> _PROBLEM_
Needed from the data below: all lines that contain the word "Henri".

> _LISTED RECORDS_
== Segment start ==

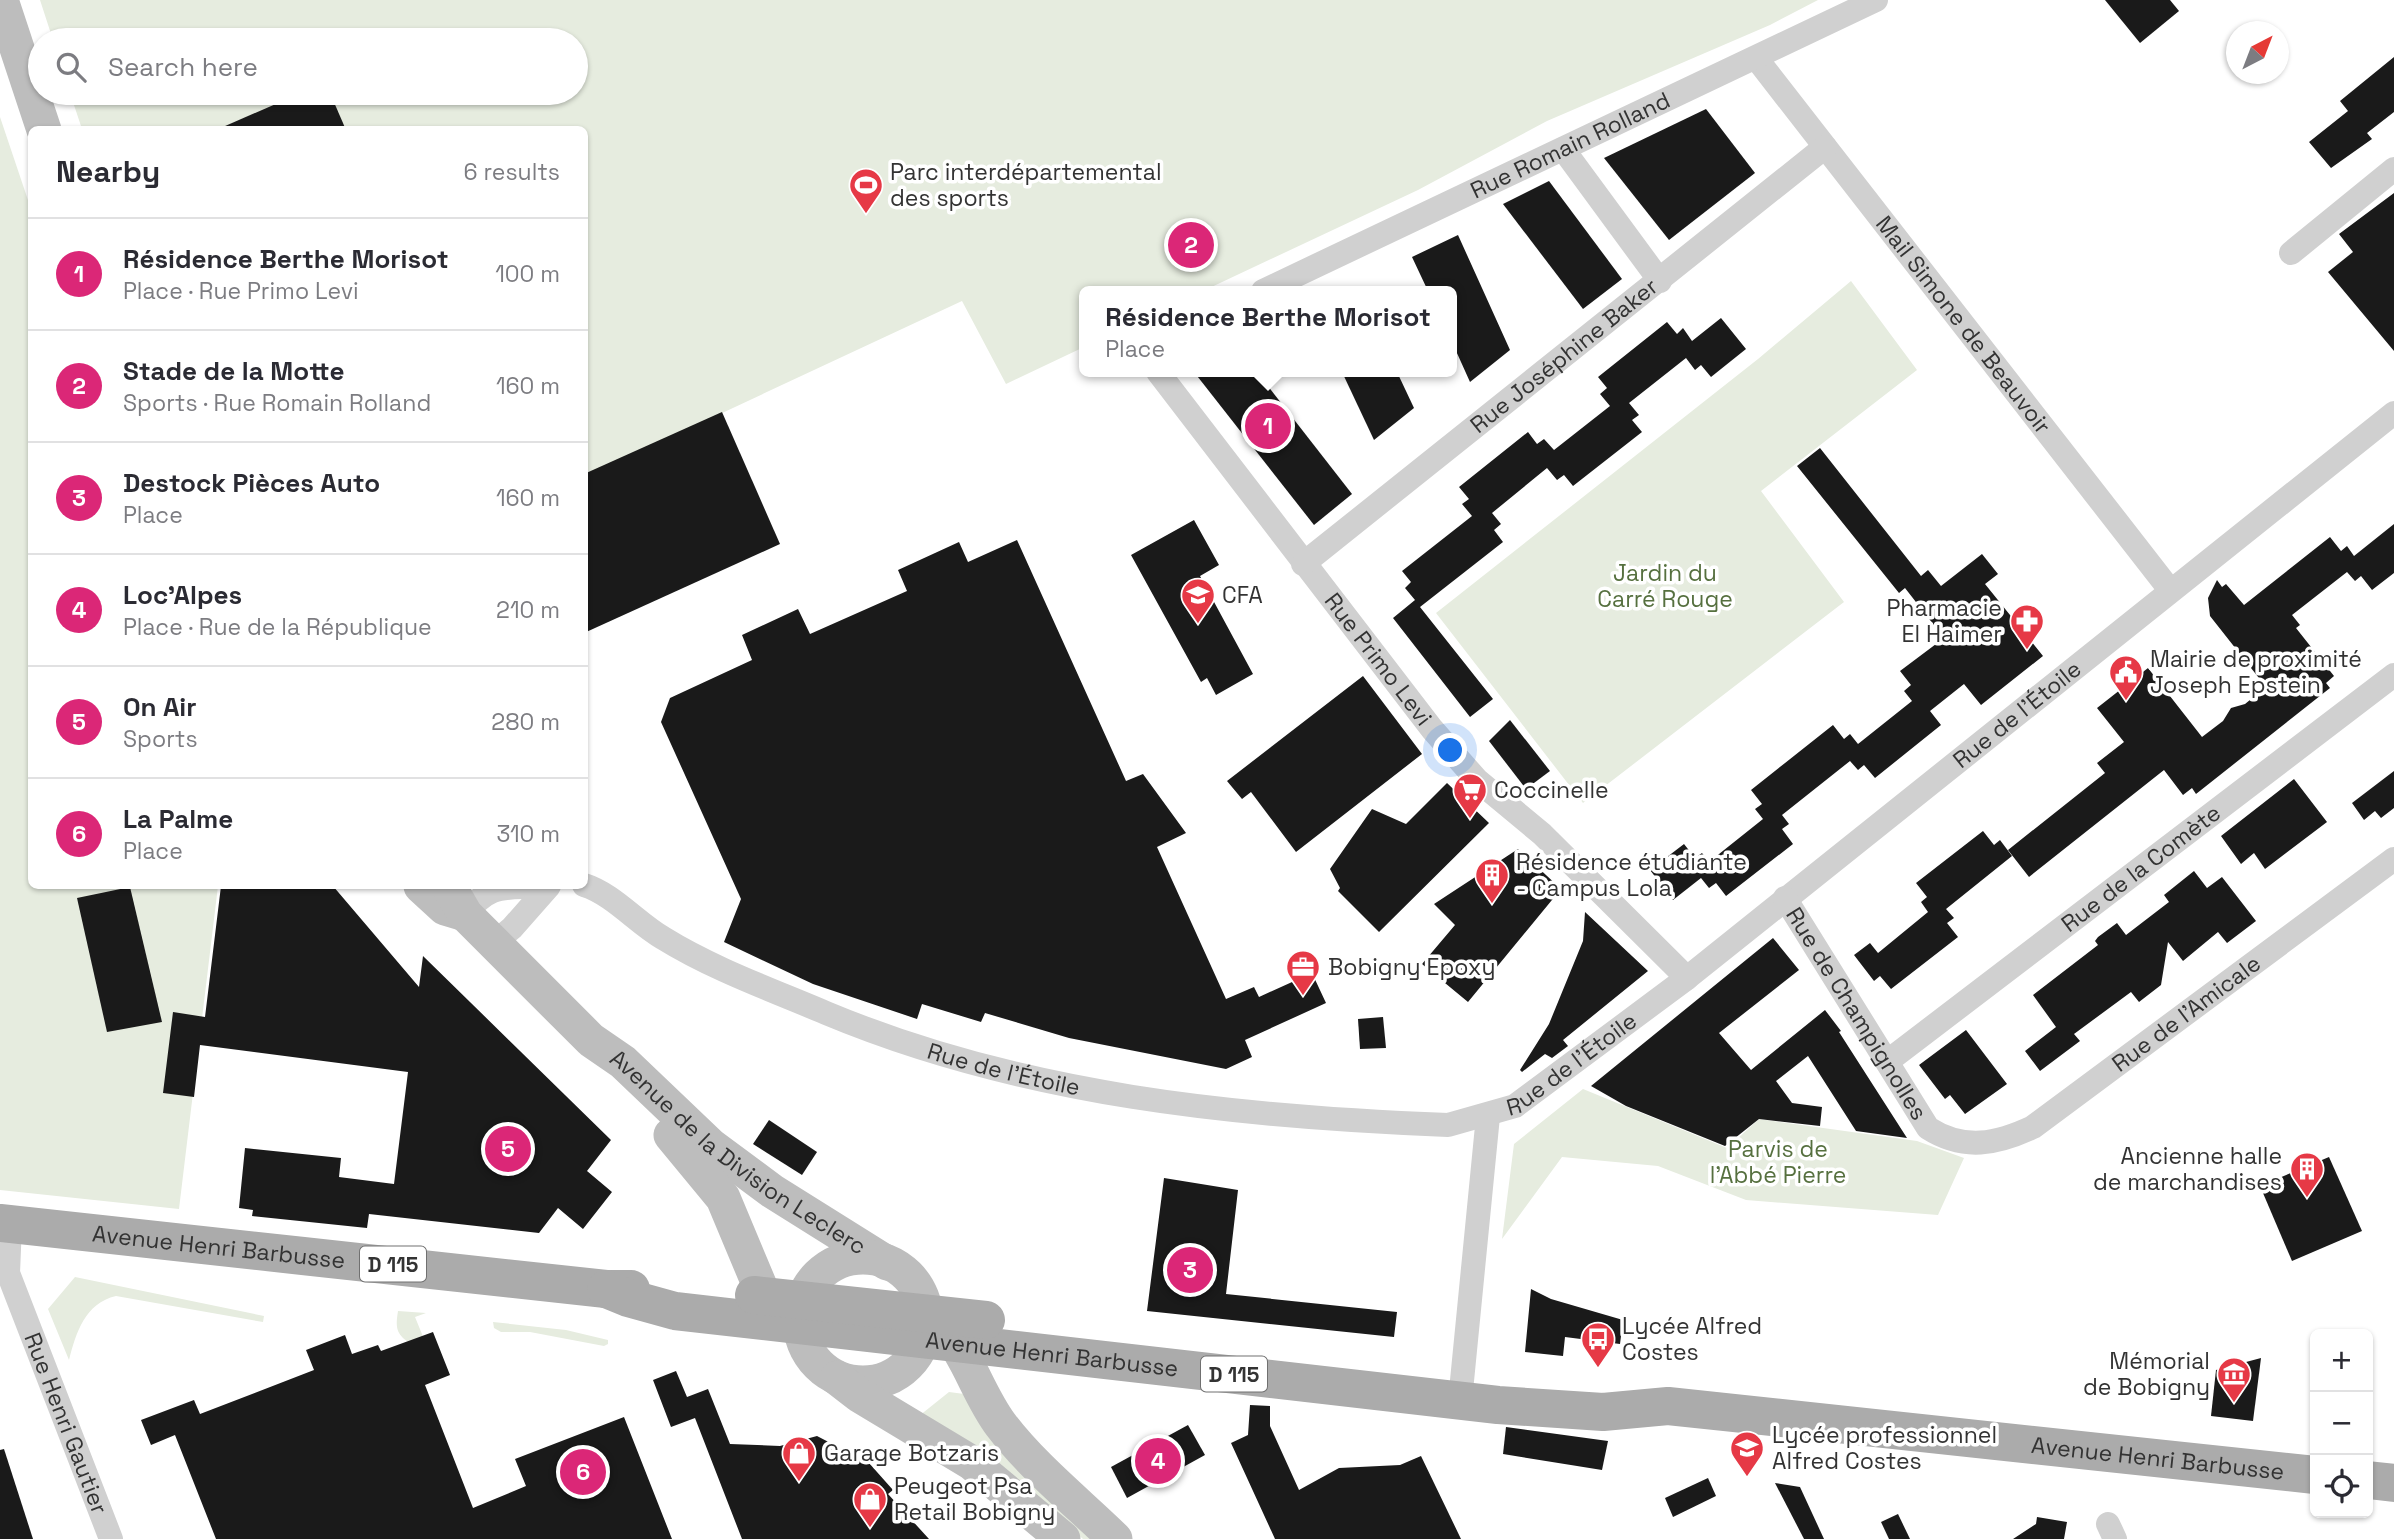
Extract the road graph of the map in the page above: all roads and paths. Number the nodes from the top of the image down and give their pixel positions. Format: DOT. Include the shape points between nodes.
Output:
graph roads {
  1 [pos="1,0"];
  2 [pos="1876,0"];
  3 [pos="1756,58"];
  4 [pos="28,82"];
  5 [pos="36,105"];
  6 [pos="43,126"];
  7 [pos="1825,147"];
  8 [pos="1563,149"];
  9 [pos="2394,169"];
  10 [pos="2291,253"];
  11 [pos="1660,281"];
  12 [pos="1274,286"];
  13 [pos="1162,377"];
  14 [pos="2394,413"];
  15 [pos="1303,564"];
  16 [pos="2170,590"];
  17 [pos="2394,675"];
  18 [pos="2394,859"];
  19 [pos="588,888"];
  20 [pos="424,889"];
  21 [pos="503,889"];
  22 [pos="546,889"];
  23 [pos="1785,898"];
  24 [pos="457,900"];
  25 [pos="494,943"];
  26 [pos="1687,978"];
  27 [pos="591,1040"];
  28 [pos="1888,1061"];
  29 [pos="1488,1116"];
  30 [pos="1967,1144"];
  31 [pos="5,1224"];
  32 [pos="887,1263"];
  33 [pos="606,1289"];
  34 [pos="764,1296"];
  35 [pos="802,1312"];
  36 [pos="937,1332"];
  37 [pos="832,1374"];
  38 [pos="1461,1388"];
  39 [pos="2310,1474"];
  40 [pos="2373,1481"];
  41 [pos="2394,1483"];
  42 [pos="111,1539"];
  43 [pos="1063,1539"];
  44 [pos="1115,1539"];
  1 -- 4 [label="main road"];
  2 -- 3 [label="street, Rue Romain Rolland"];
  3 -- 7 [label="street, Mail Simone de Beauvoir"];
  3 -- 8 [label="street, Rue Romain Rolland"];
  5 -- 6 [label="main road"];
  7 -- 11 [label="street, Rue Joséphine Baker"];
  7 -- 16 [label="street, Mail Simone de Beauvoir"];
  8 -- 11 [label="street"];
  8 -- 12 [label="street, Rue Romain Rolland"];
  9 -- 10 [label="street"];
  11 -- 15 [label="street, Rue Joséphine Baker"];
  13 -- 15 [label="street, Rue Primo Levi"];
  14 -- 16 [label="street, Rue de l'Étoile"];
  15 -- 26 [label="street, Rue Primo Levi" via="1477,780 1542,834"];
  16 -- 23 [label="street, Rue de l'Étoile"];
  17 -- 28 [label="street, Rue de la Comète"];
  18 -- 30 [label="street, Rue de l'Amicale" via="2033,1127 2004,1140"];
  19 -- 29 [label="street, Rue de l'Étoile" via="663,939 829,1014 919,1048 1027,1077 1188,1107 1436,1125"];
  20 -- 24 [label="main road, Avenue de la Division Leclerc" via="444,908"];
  21 -- 24 [label="street"];
  22 -- 25 [label="street"];
  23 -- 26 [label="street, Rue de l'Étoile"];
  23 -- 28 [label="street, Rue de Champignolles"];
  24 -- 25 [label="main road, Avenue de la Division Leclerc"];
  25 -- 27 [label="main road, Avenue de la Division Leclerc"];
  26 -- 29 [label="street, Rue de l'Étoile" via="1516,1106"];
  27 -- 32 [label="main road, Avenue de la Division Leclerc" via="623,1062 737,1167"];
  27 -- 34 [label="main road, Avenue de la Division Leclerc" via="608,1072 683,1147 723,1198"];
  28 -- 30 [label="street, Rue de Champignolles" via="1928,1128 1944,1139"];
  29 -- 38 [label="street"];
  31 -- 33 [label="main road, Avenue Henri Barbusse / D 115"];
  31 -- 42 [label="street, Rue Henri Gautier" via="8,1273"];
  32 -- 35 [label="main road" via="867,1256 840,1261 818,1275"];
  32 -- 36 [label="main road, Avenue de la Division Leclerc" via="918,1290"];
  33 -- 34 [label="main road, Avenue Henri Barbusse / D 115" via="692,1289"];
  33 -- 35 [label="main road, Avenue Henri Barbusse / D 115" via="675,1311"];
  34 -- 35 [label="main road, Avenue Henri Barbusse / D 115"];
  35 -- 36 [label="main road, Avenue Henri Barbusse / D 115"];
  35 -- 37 [label="main road" via="811,1354"];
  36 -- 37 [label="main road" via="909,1363 886,1378 858,1382"];
  36 -- 38 [label="main road, Avenue Henri Barbusse / D 115" via="1286,1361"];
  36 -- 44 [label="main road, Avenue de la Division Leclerc" via="1015,1442"];
  37 -- 43 [label="main road" via="972,1463"];
  38 -- 39 [label="main road, Avenue Henri Barbusse / D 115" via="1636,1394 1668,1406"];
  40 -- 41 [label="main road"];
}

== Segment end ==

> _ANSWER BOX_
  31 -- 33 [label="main road, Avenue Henri Barbusse / D 115"];
  31 -- 42 [label="street, Rue Henri Gautier" via="8,1273"];
  33 -- 34 [label="main road, Avenue Henri Barbusse / D 115" via="692,1289"];
  33 -- 35 [label="main road, Avenue Henri Barbusse / D 115" via="675,1311"];
  34 -- 35 [label="main road, Avenue Henri Barbusse / D 115"];
  35 -- 36 [label="main road, Avenue Henri Barbusse / D 115"];
  36 -- 38 [label="main road, Avenue Henri Barbusse / D 115" via="1286,1361"];
  38 -- 39 [label="main road, Avenue Henri Barbusse / D 115" via="1636,1394 1668,1406"];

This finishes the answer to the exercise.